Da alcuni anni si è costituito il collettivo “Proyecto de Búsqueda”, il cui scopo è far pressione sulle istituzioni affinché sia fatta giustizia, ma, a livello statale, poco è stato fatto e, anzi, una parte significativa degli scomparsi, soprattutto nel periodo primavera-estate di quest’anno, è purtroppo composta anche da adolescenti.

A schierarsi in prima persona, rivolgendosi apertamente ai cartelli della droga di Guanajuato, vi sono anche le Madres Buscadoras, attive in seno al gruppo “Hasta Encontrarte”: più volte hanno chiesto alle organizzazioni criminali di far tornare a casa i loro cari supplicandoli di non uccidere né loro stesse né i loro familiari. Inoltre, è stato realizzato anche il video Volverte a ver, un ulteriore tentativo per evitare che il caso dei desaparecidos di Guanajuato finisca nell’oblio.

Nel disinteresse delle autorità, accusate dalle Madres di muoversi soltanto a parole, l’appello ai narcotrafficanti è chiaro: desiderano solo che i loro figli tornino a casa sani e salvi, non vogliono vendette né cercano colpevoli (“Que sepan que no buscamos culpables, no queremos tener problemas, lo único que queremos es regresarlos a casa. Les pedimos que no nos maten”). Secondo il collettivo “Hasta Encontrarte”, la responsabilità della situazione è delle istituzioni dello stato, in un contesto di sempre maggiore insicurezza e violenza che attraversa non solo Guanajuato, ma tutto il Messico.

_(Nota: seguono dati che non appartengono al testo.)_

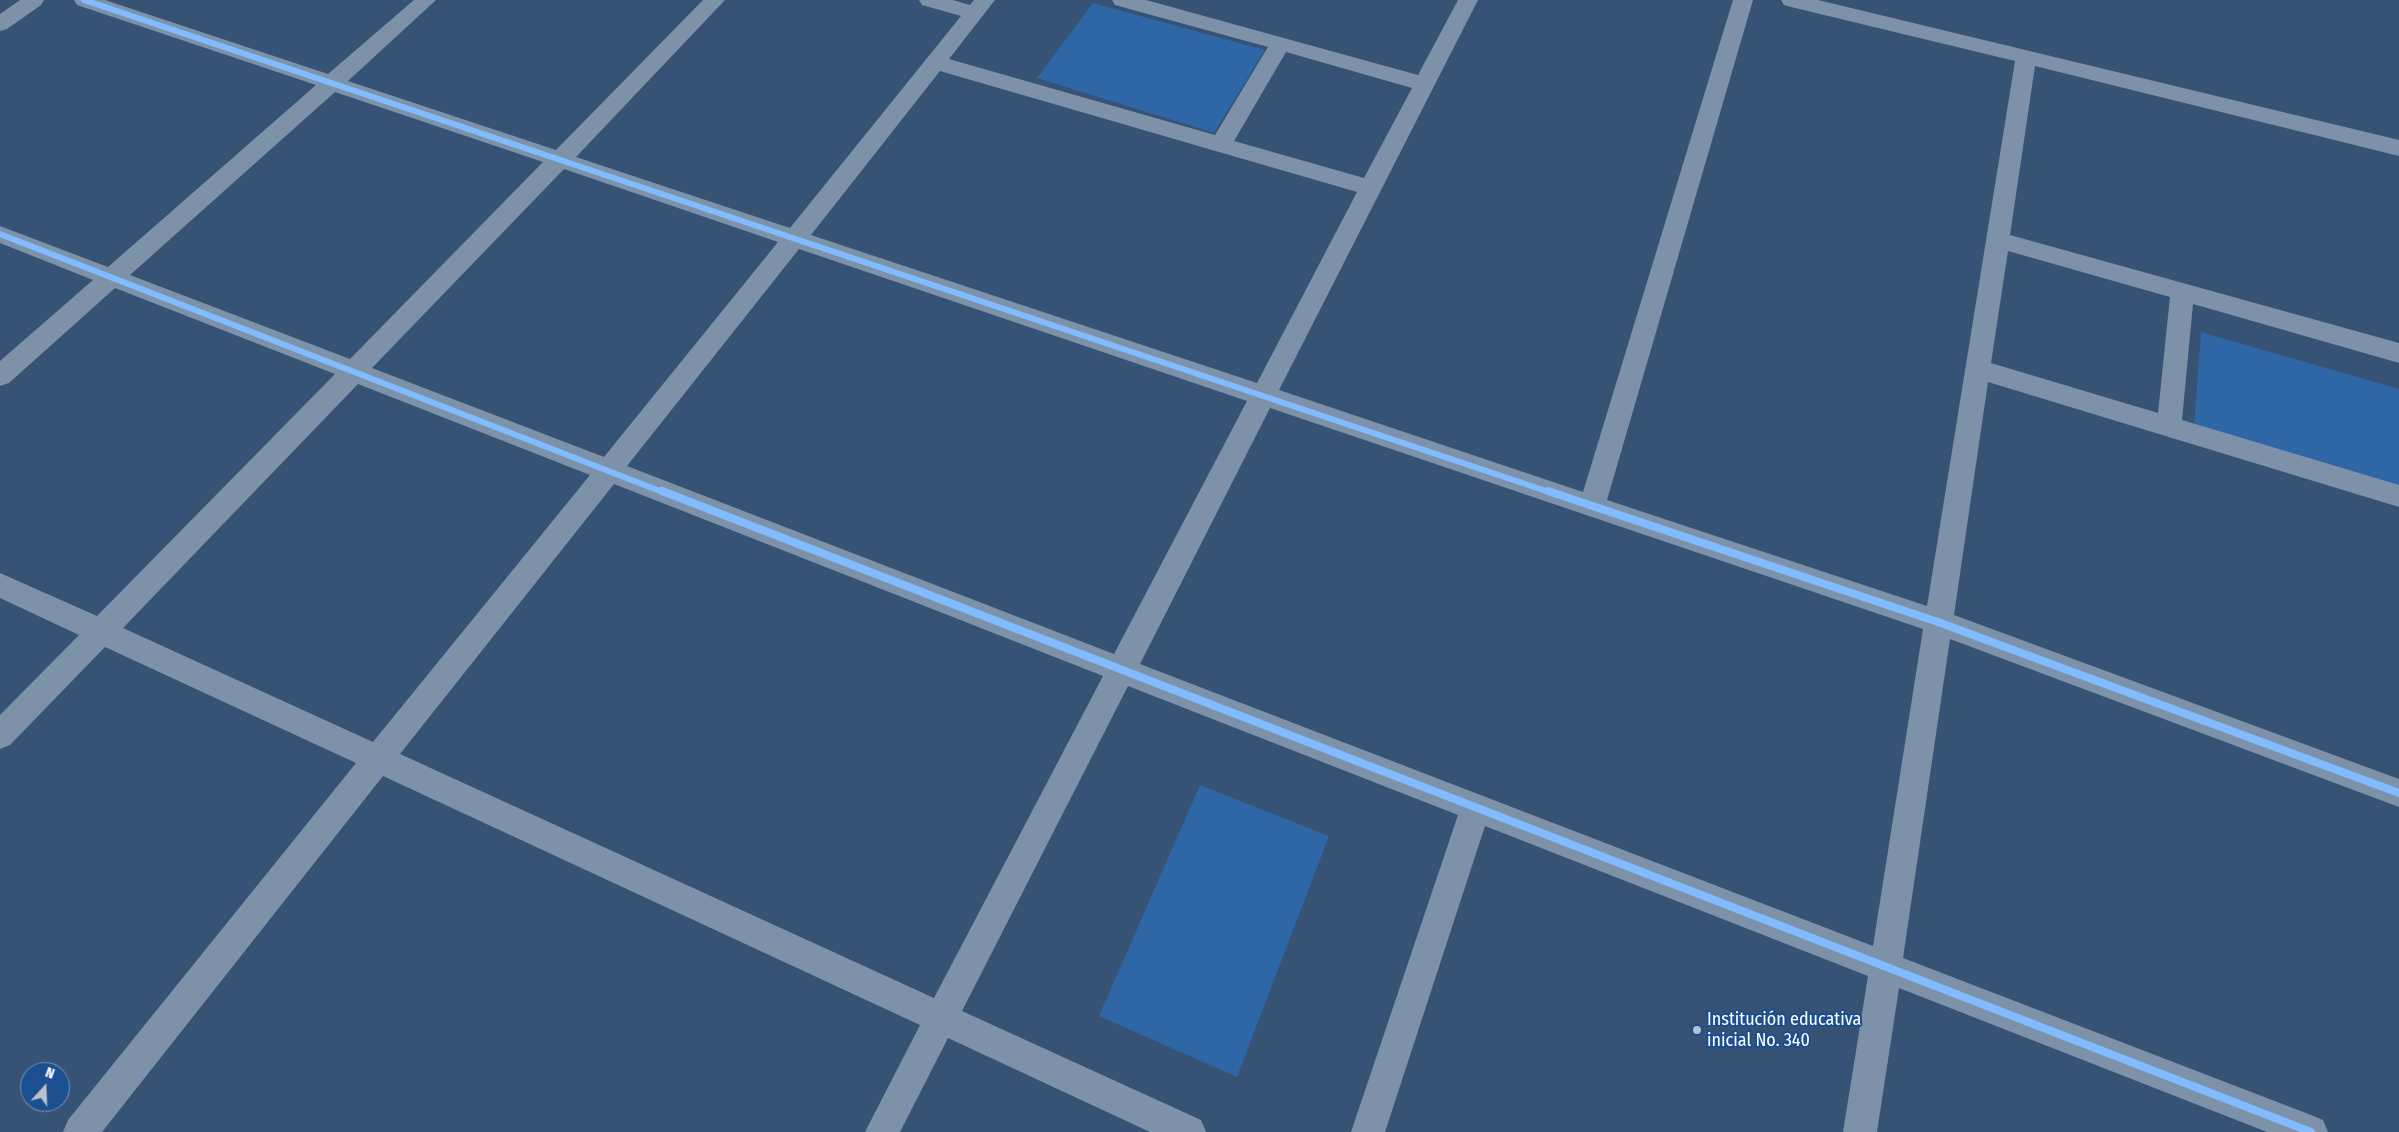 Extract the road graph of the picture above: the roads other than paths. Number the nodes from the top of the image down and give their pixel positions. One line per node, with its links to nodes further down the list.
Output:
1 (34, 0): 11 (street)
2 (84, 0): 15 (street)
3 (426, 0): 15 (street)
4 (715, 0): 19 (street)
5 (929, 0): 10 (street)
6 (1122, 0): 12 (street)
7 (1468, 0): 16 (street)
8 (1743, 0): 34 (street)
9 (1791, 0): 13 (street)
10 (980, 6): 14 (street)
11 (0, 24)
12 (1280, 44): 16 (street); 17 (street)
13 (2026, 57): 18 (street); 23 (street)
14 (936, 62): 17 (street); 22 (street)
15 (332, 83): 19 (street); 24 (street)
16 (1425, 84): 20 (street)
17 (1221, 144): 20 (street)
18 (2399, 148)
19 (560, 160): 22 (street); 28 (street)
20 (1371, 188): 30 (street)
21 (0, 234): 24 (street)
22 (794, 238): 30 (street); 32 (street)
23 (1998, 240): 25 (street); 27 (street)
24 (112, 277): 28 (street); 29 (street)
25 (2182, 294): 26 (street); 31 (street)
26 (2399, 354)
27 (1977, 369): 31 (street); 36 (street)
28 (354, 371): 32 (street); 37 (street)
29 (0, 376)
30 (1263, 396): 34 (street); 38 (street)
31 (2169, 427): 33 (street)
32 (608, 470): 38 (street); 40 (street)
33 (2399, 496)
34 (1592, 506): 36 (street)
35 (0, 585): 37 (street)
36 (1938, 622): 41 (street); 43 (street)
37 (101, 632): 39 (street); 40 (street)
38 (1122, 669): 42 (street); 44 (street)
39 (0, 735)
40 (377, 758): 44 (street); 45 (street)
41 (2399, 793)
42 (1476, 807): 43 (street); 48 (street)
43 (1886, 966): 49 (street); 50 (street)
44 (941, 1018): 46 (street); 47 (street)
45 (89, 1129)
46 (882, 1132)
47 (1189, 1132)
48 (1368, 1132)
49 (1860, 1132)
50 (2311, 1132)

Nello stato di Guanajuato sono molti i gruppi di ricerca formatisi spontaneamente per sostenere le famiglie che hanno almeno una persona desaparecida, in particolar modo nelle città di Celaya e Irapuato. In particolare, di fronte alla scarsa mobilitazione delle autorità, i collettivi di ricerca incollano le foto dei desaparecidos di fronte alla sede della Fiscalía Regional con alcuni dati che possano servire ad identificare gli scomparsi, a partire da una minuziosa descrizione dell’abbigliamento che indossavano il giorno della sparizione.

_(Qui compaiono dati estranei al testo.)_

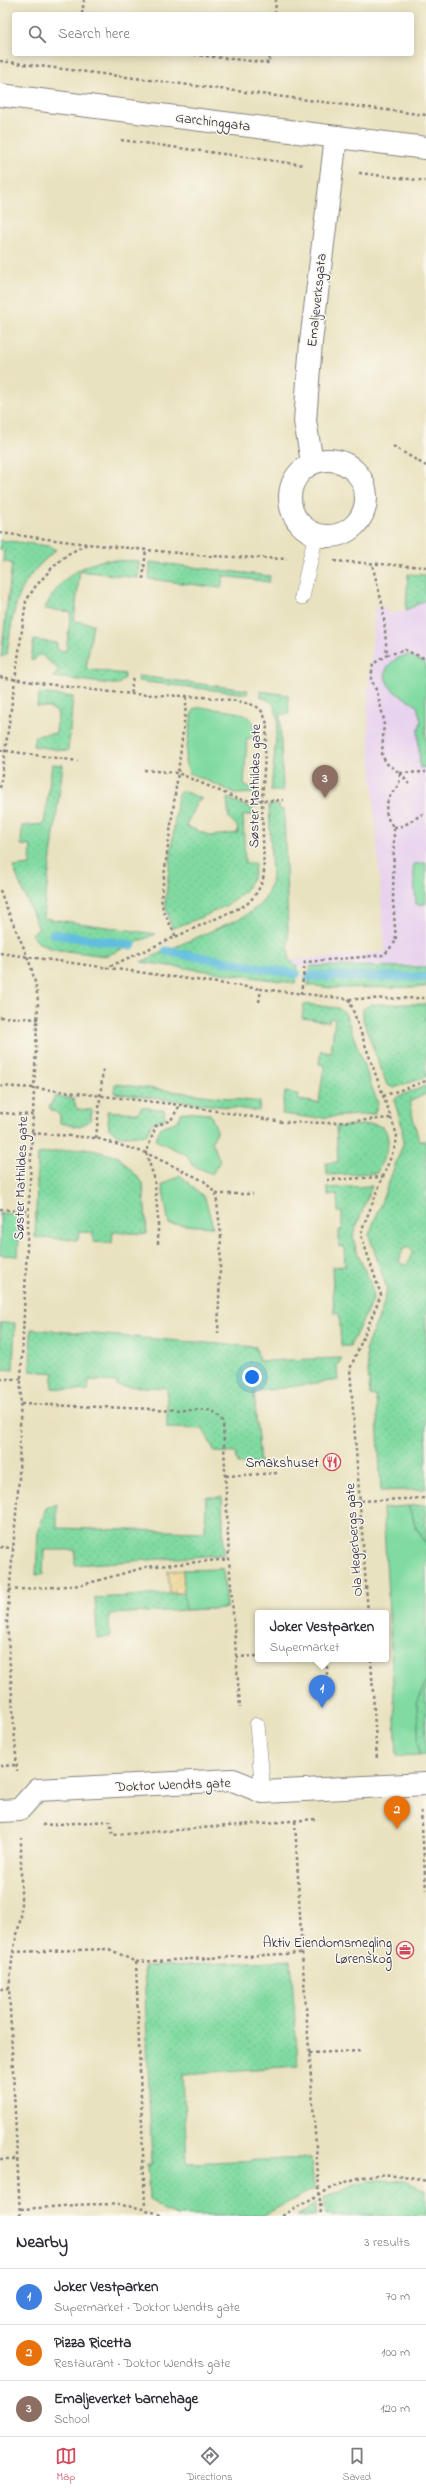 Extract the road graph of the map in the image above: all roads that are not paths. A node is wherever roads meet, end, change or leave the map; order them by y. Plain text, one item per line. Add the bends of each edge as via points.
1 (0, 95) edge
2 (336, 137) junction
3 (426, 148) edge
4 (312, 462) junction
5 (316, 534) junction
6 (302, 598) dead end
7 (257, 1725) dead end
8 (426, 1784) edge
9 (263, 1792) junction
10 (13, 1816) edge

1 - 2 street, Garchinggata
2 - 3 street, Garchinggata
2 - 4 street, Emaljeverksgata via 305,421
4 - 5 street via 301,470 294,480 290,506 304,528
4 - 5 street via 337,460 348,465 358,473 367,496 366,508 352,528 341,534
5 - 6 lane
7 - 9 lane
8 - 9 street, Doktor Wendts gate
9 - 10 street, Doktor Wendts gate via 233,1780 37,1790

A lottare contro l’indolenza delle istituzioni sono principalmente le donne, la cui sfida però spesso è stata pagata cara: alcune di loro sono state uccise, tra cui Teresa Magueyal, lo scorso mese di maggio, mentre altre hanno dovuto fare i conti con frequenti minacce di morte. È stato grazie alle brigate di ricerca indipendenti che, nell’ottobre 2020, è stato individuato una sorta di centro di reclusione clandestino da cui sono emersi i resti di 80 persone provenienti da 65 sepolture illegali. La presenza, a fianco delle famiglie, di organizzazioni come Serapaz, Universidad Iberoamericana León Coalición Internacional de Sitios de Conciencia, purtroppo, serve soltanto come opera di sensibilizzazione tra la popolazione, ma non a smuovere le istituzioni.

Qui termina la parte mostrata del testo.